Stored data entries
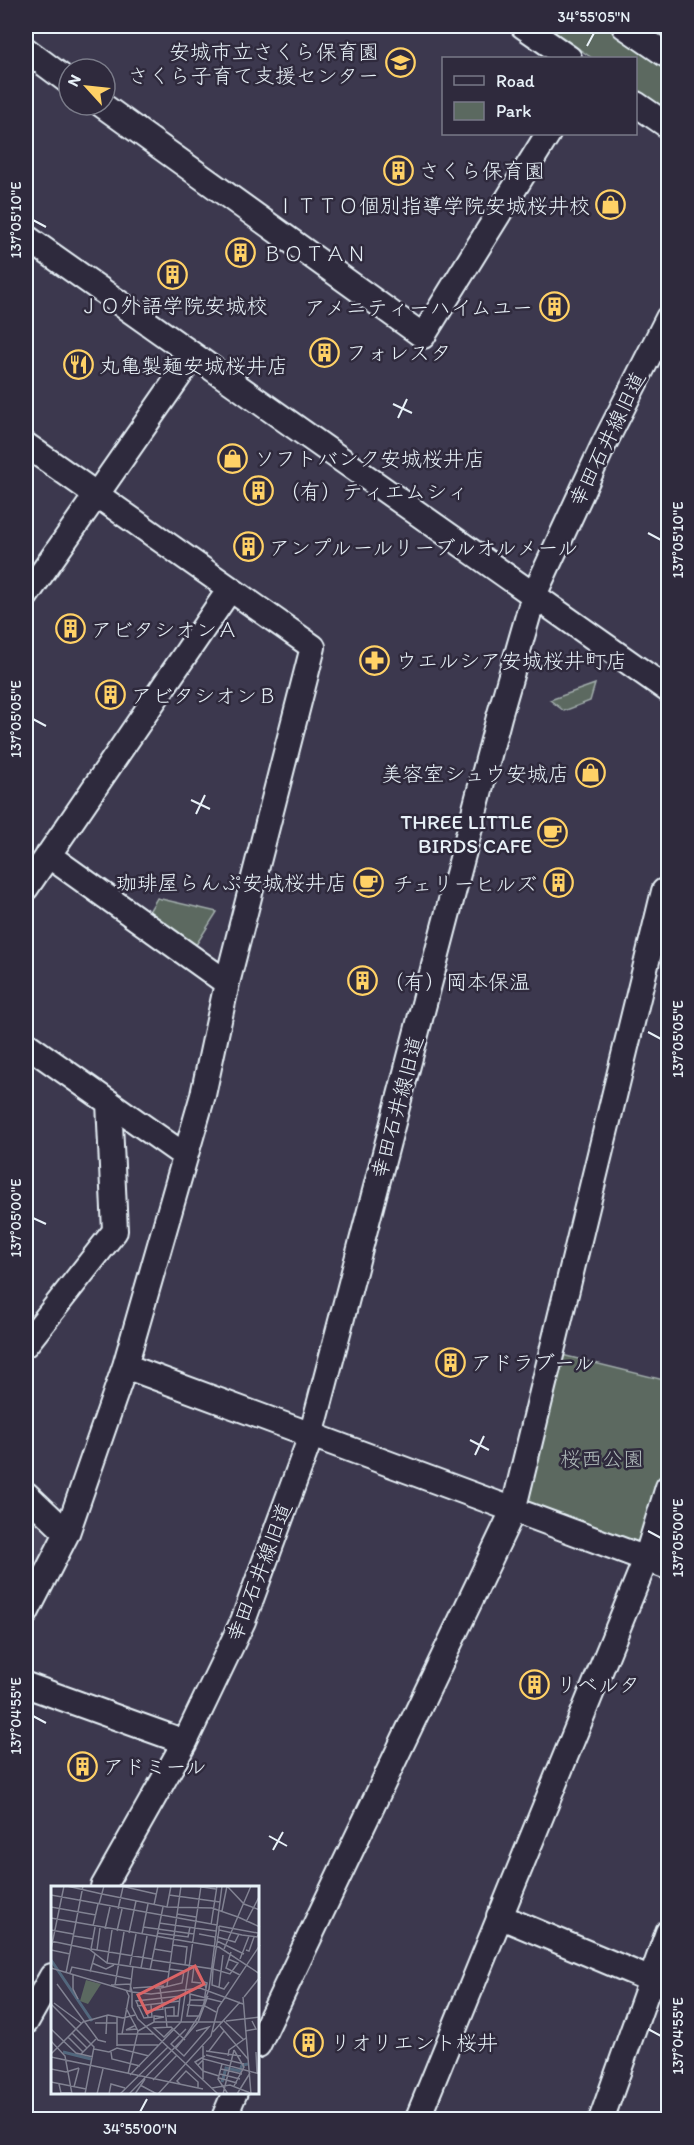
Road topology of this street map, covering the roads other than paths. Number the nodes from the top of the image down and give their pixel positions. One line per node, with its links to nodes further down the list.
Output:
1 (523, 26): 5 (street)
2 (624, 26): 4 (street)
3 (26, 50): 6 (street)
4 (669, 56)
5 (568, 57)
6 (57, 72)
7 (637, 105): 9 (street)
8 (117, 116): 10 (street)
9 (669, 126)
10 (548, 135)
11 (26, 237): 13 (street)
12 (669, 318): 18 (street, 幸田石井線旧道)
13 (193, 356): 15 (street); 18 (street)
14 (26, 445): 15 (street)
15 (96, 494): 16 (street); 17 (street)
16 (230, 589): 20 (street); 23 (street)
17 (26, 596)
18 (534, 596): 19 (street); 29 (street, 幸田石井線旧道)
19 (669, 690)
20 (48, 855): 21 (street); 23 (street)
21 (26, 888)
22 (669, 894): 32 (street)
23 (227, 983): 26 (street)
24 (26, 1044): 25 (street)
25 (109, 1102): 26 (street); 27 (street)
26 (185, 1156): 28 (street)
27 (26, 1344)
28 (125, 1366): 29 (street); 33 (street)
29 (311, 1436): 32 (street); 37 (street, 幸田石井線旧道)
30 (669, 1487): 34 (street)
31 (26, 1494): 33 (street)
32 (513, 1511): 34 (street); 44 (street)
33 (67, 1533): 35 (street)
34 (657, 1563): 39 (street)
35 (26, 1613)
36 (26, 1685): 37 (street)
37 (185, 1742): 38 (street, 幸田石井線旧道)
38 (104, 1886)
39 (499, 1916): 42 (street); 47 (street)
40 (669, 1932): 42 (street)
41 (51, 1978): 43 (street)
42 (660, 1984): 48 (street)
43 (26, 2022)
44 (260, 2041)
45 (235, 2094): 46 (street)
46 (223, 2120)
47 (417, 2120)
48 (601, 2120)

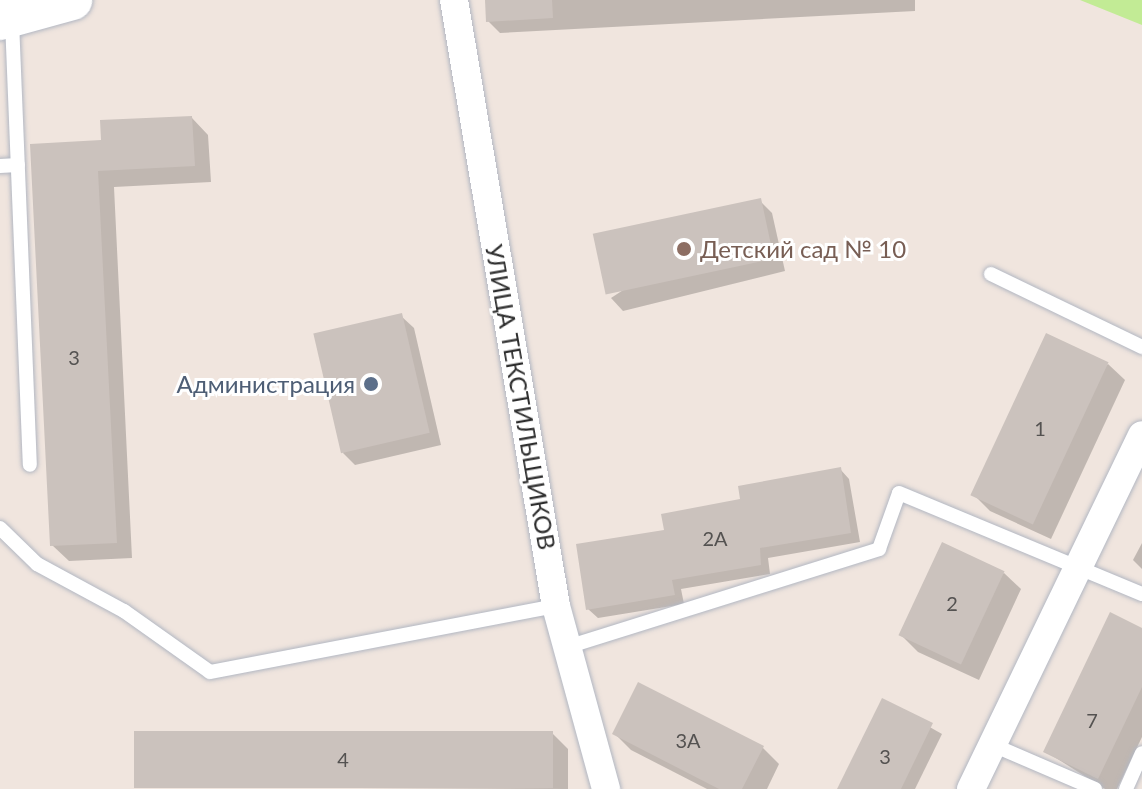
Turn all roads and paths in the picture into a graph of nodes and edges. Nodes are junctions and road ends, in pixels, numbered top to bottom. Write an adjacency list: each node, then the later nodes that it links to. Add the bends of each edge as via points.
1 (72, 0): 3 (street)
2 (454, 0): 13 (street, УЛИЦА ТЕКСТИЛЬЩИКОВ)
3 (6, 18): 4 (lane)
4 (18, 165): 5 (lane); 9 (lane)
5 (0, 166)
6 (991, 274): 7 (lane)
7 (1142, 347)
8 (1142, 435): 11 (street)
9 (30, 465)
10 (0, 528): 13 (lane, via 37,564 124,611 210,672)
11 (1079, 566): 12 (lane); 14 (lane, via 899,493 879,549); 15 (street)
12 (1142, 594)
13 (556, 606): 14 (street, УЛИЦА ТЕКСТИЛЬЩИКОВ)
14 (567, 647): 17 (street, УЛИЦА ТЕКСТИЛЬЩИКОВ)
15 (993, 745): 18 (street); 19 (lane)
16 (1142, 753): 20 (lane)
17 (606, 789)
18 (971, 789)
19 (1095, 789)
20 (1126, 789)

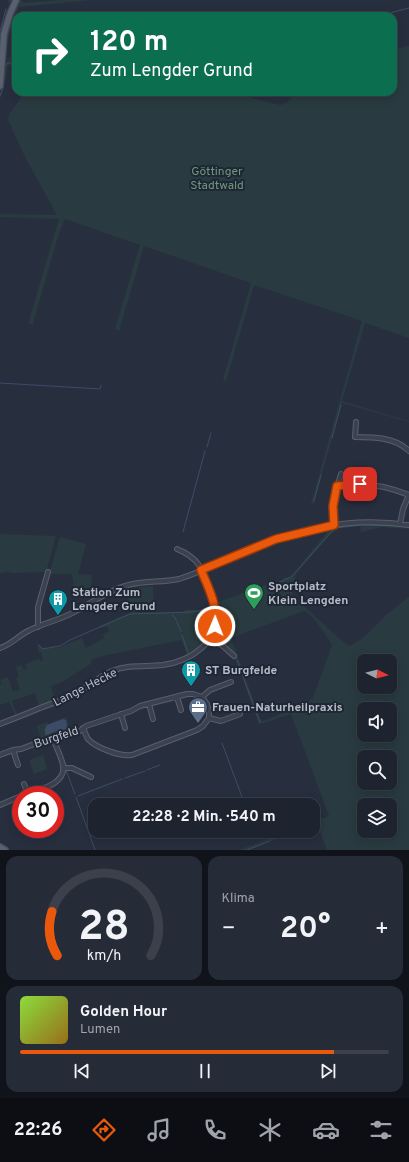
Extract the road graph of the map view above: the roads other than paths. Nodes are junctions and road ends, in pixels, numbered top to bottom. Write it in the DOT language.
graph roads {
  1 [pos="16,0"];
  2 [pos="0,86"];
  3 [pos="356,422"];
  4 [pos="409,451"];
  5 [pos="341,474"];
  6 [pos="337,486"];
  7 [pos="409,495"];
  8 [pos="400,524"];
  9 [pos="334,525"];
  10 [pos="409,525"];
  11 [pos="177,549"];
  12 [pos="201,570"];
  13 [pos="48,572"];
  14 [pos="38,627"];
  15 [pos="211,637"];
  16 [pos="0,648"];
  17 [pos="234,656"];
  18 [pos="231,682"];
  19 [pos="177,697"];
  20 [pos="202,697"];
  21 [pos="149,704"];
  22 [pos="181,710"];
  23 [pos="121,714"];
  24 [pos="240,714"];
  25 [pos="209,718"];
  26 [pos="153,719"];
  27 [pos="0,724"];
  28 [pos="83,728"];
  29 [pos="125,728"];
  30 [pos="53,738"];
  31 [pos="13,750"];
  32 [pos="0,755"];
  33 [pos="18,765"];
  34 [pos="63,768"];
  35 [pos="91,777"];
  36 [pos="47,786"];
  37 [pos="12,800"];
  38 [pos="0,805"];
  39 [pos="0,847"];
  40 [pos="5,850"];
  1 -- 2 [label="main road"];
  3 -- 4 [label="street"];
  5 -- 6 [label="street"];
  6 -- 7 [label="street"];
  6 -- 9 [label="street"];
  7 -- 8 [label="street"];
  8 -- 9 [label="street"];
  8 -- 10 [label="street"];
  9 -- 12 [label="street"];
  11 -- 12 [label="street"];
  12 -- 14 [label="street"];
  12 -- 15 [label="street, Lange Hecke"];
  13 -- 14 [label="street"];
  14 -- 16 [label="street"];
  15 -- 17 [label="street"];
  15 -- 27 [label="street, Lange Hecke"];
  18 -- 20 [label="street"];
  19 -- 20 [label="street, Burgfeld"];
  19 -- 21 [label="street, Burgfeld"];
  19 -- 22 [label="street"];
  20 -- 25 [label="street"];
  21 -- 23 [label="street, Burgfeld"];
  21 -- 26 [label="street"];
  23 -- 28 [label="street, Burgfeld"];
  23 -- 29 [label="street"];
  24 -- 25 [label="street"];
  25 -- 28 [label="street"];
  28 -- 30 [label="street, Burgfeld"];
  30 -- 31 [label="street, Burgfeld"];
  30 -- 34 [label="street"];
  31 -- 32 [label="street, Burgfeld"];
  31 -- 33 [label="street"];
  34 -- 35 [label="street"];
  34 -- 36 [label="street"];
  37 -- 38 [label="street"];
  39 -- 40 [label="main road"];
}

| WHAT YOU HAVE TO DO |
Write the data out again word for word; leave the pictures behind.

| EXERCISE RESULT |
Road topology of this street map, covering the roads other than paths. Number the nodes from the top of the image down and give their pixel positions. One line per node, with its links to nodes further down the list.
Output:
1 (523, 26): 5 (street)
2 (624, 26): 4 (street)
3 (26, 50): 6 (street)
4 (669, 56)
5 (568, 57)
6 (57, 72)
7 (637, 105): 9 (street)
8 (117, 116): 10 (street)
9 (669, 126)
10 (548, 135)
11 (26, 237): 13 (street)
12 (669, 318): 18 (street, 幸田石井線旧道)
13 (193, 356): 15 (street); 18 (street)
14 (26, 445): 15 (street)
15 (96, 494): 16 (street); 17 (street)
16 (230, 589): 20 (street); 23 (street)
17 (26, 596)
18 (534, 596): 19 (street); 29 (street, 幸田石井線旧道)
19 (669, 690)
20 (48, 855): 21 (street); 23 (street)
21 (26, 888)
22 (669, 894): 32 (street)
23 (227, 983): 26 (street)
24 (26, 1044): 25 (street)
25 (109, 1102): 26 (street); 27 (street)
26 (185, 1156): 28 (street)
27 (26, 1344)
28 (125, 1366): 29 (street); 33 (street)
29 (311, 1436): 32 (street); 37 (street, 幸田石井線旧道)
30 (669, 1487): 34 (street)
31 (26, 1494): 33 (street)
32 (513, 1511): 34 (street); 44 (street)
33 (67, 1533): 35 (street)
34 (657, 1563): 39 (street)
35 (26, 1613)
36 (26, 1685): 37 (street)
37 (185, 1742): 38 (street, 幸田石井線旧道)
38 (104, 1886)
39 (499, 1916): 42 (street); 47 (street)
40 (669, 1932): 42 (street)
41 (51, 1978): 43 (street)
42 (660, 1984): 48 (street)
43 (26, 2022)
44 (260, 2041)
45 (235, 2094): 46 (street)
46 (223, 2120)
47 (417, 2120)
48 (601, 2120)

Turn all roads and paths in the picture into a graph of nodes and edges. Nodes are junctions and road ends, in pixels, numbered top to bottom. Write an adjacency list: each node, then the later nodes that it links to. Add the bends of each edge as via points.
1 (72, 0): 3 (street)
2 (454, 0): 13 (street, УЛИЦА ТЕКСТИЛЬЩИКОВ)
3 (6, 18): 4 (lane)
4 (18, 165): 5 (lane); 9 (lane)
5 (0, 166)
6 (991, 274): 7 (lane)
7 (1142, 347)
8 (1142, 435): 11 (street)
9 (30, 465)
10 (0, 528): 13 (lane, via 37,564 124,611 210,672)
11 (1079, 566): 12 (lane); 14 (lane, via 899,493 879,549); 15 (street)
12 (1142, 594)
13 (556, 606): 14 (street, УЛИЦА ТЕКСТИЛЬЩИКОВ)
14 (567, 647): 17 (street, УЛИЦА ТЕКСТИЛЬЩИКОВ)
15 (993, 745): 18 (street); 19 (lane)
16 (1142, 753): 20 (lane)
17 (606, 789)
18 (971, 789)
19 (1095, 789)
20 (1126, 789)

Extract the road graph of the map view above: the roads other than paths. Nodes are junctions and road ends, in pixels, numbered top to bottom. Write it in the DOT language.
graph roads {
  1 [pos="16,0"];
  2 [pos="0,86"];
  3 [pos="356,422"];
  4 [pos="409,451"];
  5 [pos="341,474"];
  6 [pos="337,486"];
  7 [pos="409,495"];
  8 [pos="400,524"];
  9 [pos="334,525"];
  10 [pos="409,525"];
  11 [pos="177,549"];
  12 [pos="201,570"];
  13 [pos="48,572"];
  14 [pos="38,627"];
  15 [pos="211,637"];
  16 [pos="0,648"];
  17 [pos="234,656"];
  18 [pos="231,682"];
  19 [pos="177,697"];
  20 [pos="202,697"];
  21 [pos="149,704"];
  22 [pos="181,710"];
  23 [pos="121,714"];
  24 [pos="240,714"];
  25 [pos="209,718"];
  26 [pos="153,719"];
  27 [pos="0,724"];
  28 [pos="83,728"];
  29 [pos="125,728"];
  30 [pos="53,738"];
  31 [pos="13,750"];
  32 [pos="0,755"];
  33 [pos="18,765"];
  34 [pos="63,768"];
  35 [pos="91,777"];
  36 [pos="47,786"];
  37 [pos="12,800"];
  38 [pos="0,805"];
  39 [pos="0,847"];
  40 [pos="5,850"];
  1 -- 2 [label="main road"];
  3 -- 4 [label="street"];
  5 -- 6 [label="street"];
  6 -- 7 [label="street"];
  6 -- 9 [label="street"];
  7 -- 8 [label="street"];
  8 -- 9 [label="street"];
  8 -- 10 [label="street"];
  9 -- 12 [label="street"];
  11 -- 12 [label="street"];
  12 -- 14 [label="street"];
  12 -- 15 [label="street, Lange Hecke"];
  13 -- 14 [label="street"];
  14 -- 16 [label="street"];
  15 -- 17 [label="street"];
  15 -- 27 [label="street, Lange Hecke"];
  18 -- 20 [label="street"];
  19 -- 20 [label="street, Burgfeld"];
  19 -- 21 [label="street, Burgfeld"];
  19 -- 22 [label="street"];
  20 -- 25 [label="street"];
  21 -- 23 [label="street, Burgfeld"];
  21 -- 26 [label="street"];
  23 -- 28 [label="street, Burgfeld"];
  23 -- 29 [label="street"];
  24 -- 25 [label="street"];
  25 -- 28 [label="street"];
  28 -- 30 [label="street, Burgfeld"];
  30 -- 31 [label="street, Burgfeld"];
  30 -- 34 [label="street"];
  31 -- 32 [label="street, Burgfeld"];
  31 -- 33 [label="street"];
  34 -- 35 [label="street"];
  34 -- 36 [label="street"];
  37 -- 38 [label="street"];
  39 -- 40 [label="main road"];
}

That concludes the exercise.